- **INFORMATION GIVEN**
============================================================

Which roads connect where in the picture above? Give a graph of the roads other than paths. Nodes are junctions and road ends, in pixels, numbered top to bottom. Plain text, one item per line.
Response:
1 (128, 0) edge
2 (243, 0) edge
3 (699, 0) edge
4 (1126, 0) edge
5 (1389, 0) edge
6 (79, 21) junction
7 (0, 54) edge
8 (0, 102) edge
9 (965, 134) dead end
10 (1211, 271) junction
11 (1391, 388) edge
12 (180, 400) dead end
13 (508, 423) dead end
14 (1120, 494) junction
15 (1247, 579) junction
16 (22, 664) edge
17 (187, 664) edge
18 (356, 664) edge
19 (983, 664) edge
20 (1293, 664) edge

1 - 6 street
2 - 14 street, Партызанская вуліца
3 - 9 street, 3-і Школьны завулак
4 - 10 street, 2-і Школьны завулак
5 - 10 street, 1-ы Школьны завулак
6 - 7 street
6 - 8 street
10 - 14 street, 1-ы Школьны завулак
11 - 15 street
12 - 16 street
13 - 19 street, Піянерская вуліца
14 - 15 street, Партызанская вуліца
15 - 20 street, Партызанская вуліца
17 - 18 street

============================================================

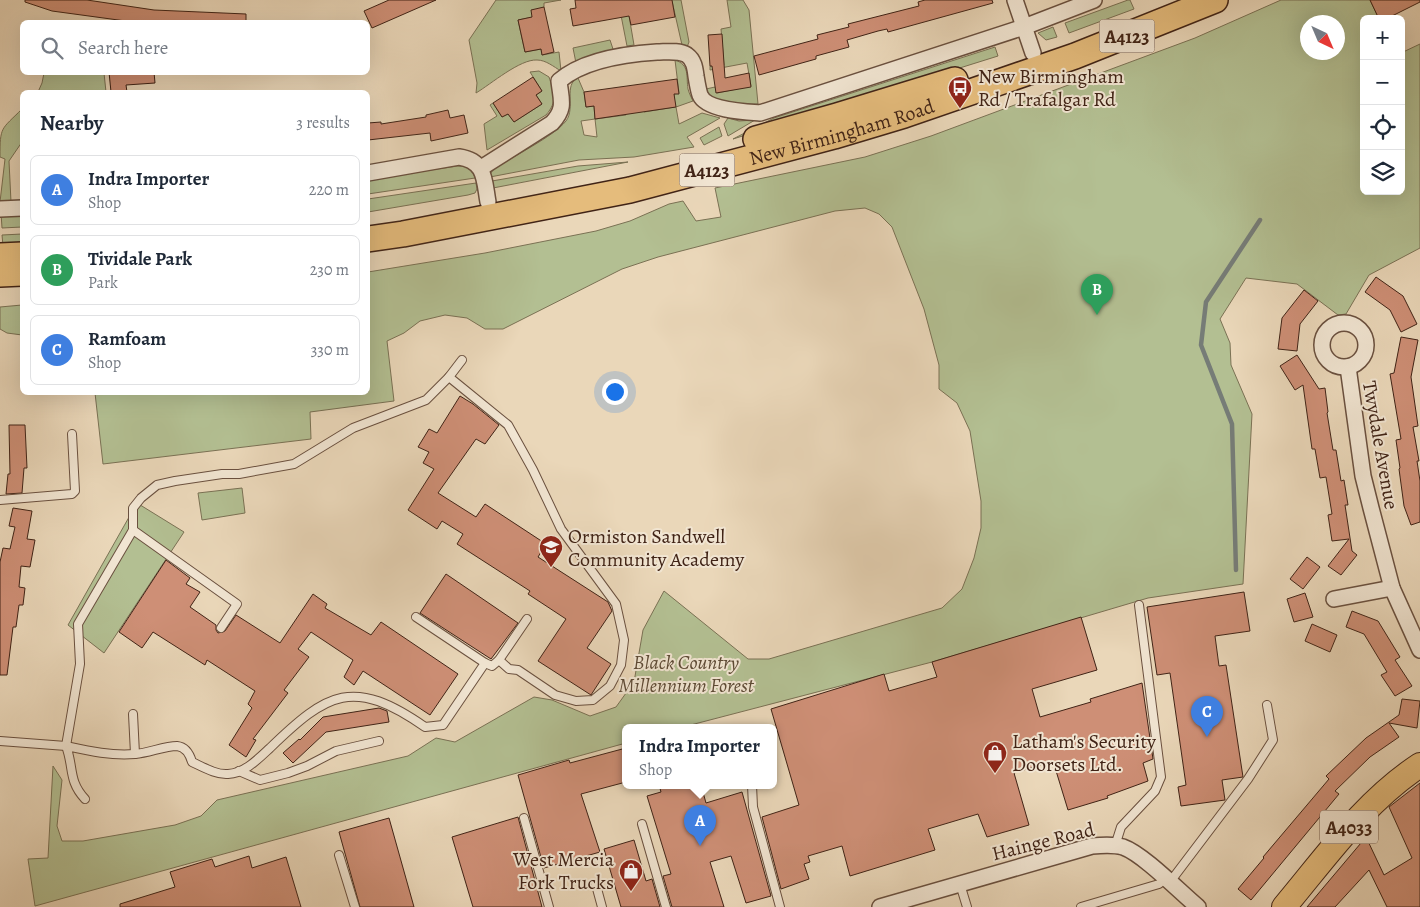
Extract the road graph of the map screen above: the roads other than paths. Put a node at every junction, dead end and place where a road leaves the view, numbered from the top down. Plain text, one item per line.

============================================================

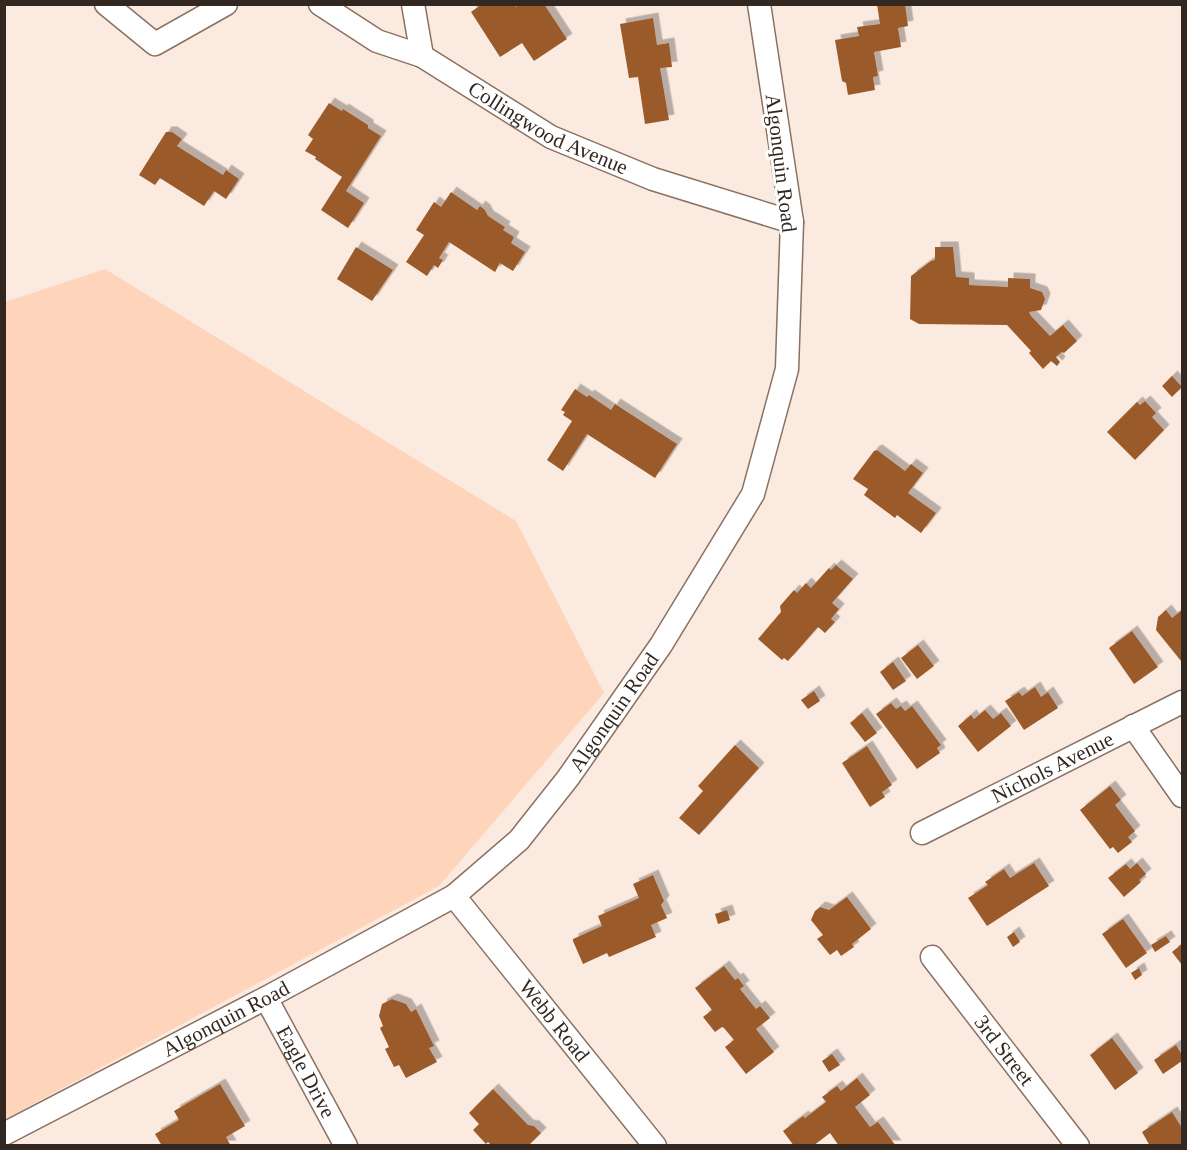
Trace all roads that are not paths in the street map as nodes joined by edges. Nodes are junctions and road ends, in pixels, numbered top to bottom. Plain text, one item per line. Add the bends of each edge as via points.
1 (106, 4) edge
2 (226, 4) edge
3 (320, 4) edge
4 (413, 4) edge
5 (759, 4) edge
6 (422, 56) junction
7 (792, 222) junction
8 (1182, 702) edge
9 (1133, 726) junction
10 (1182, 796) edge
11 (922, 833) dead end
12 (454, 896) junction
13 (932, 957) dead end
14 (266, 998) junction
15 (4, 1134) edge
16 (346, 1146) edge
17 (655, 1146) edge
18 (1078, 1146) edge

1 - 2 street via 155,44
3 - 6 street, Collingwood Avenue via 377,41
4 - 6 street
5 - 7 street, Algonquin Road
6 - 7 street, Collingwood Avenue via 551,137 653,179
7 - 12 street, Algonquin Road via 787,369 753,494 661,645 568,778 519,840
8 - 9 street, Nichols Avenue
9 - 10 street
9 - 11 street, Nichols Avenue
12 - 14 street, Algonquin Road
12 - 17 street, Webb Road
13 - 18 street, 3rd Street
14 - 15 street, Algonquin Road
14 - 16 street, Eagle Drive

============================================================

- **TASK DETAILS**
Your answer should be a single number: how many lines of the material above include "where".

- **PROBLEM SOLUTION**
2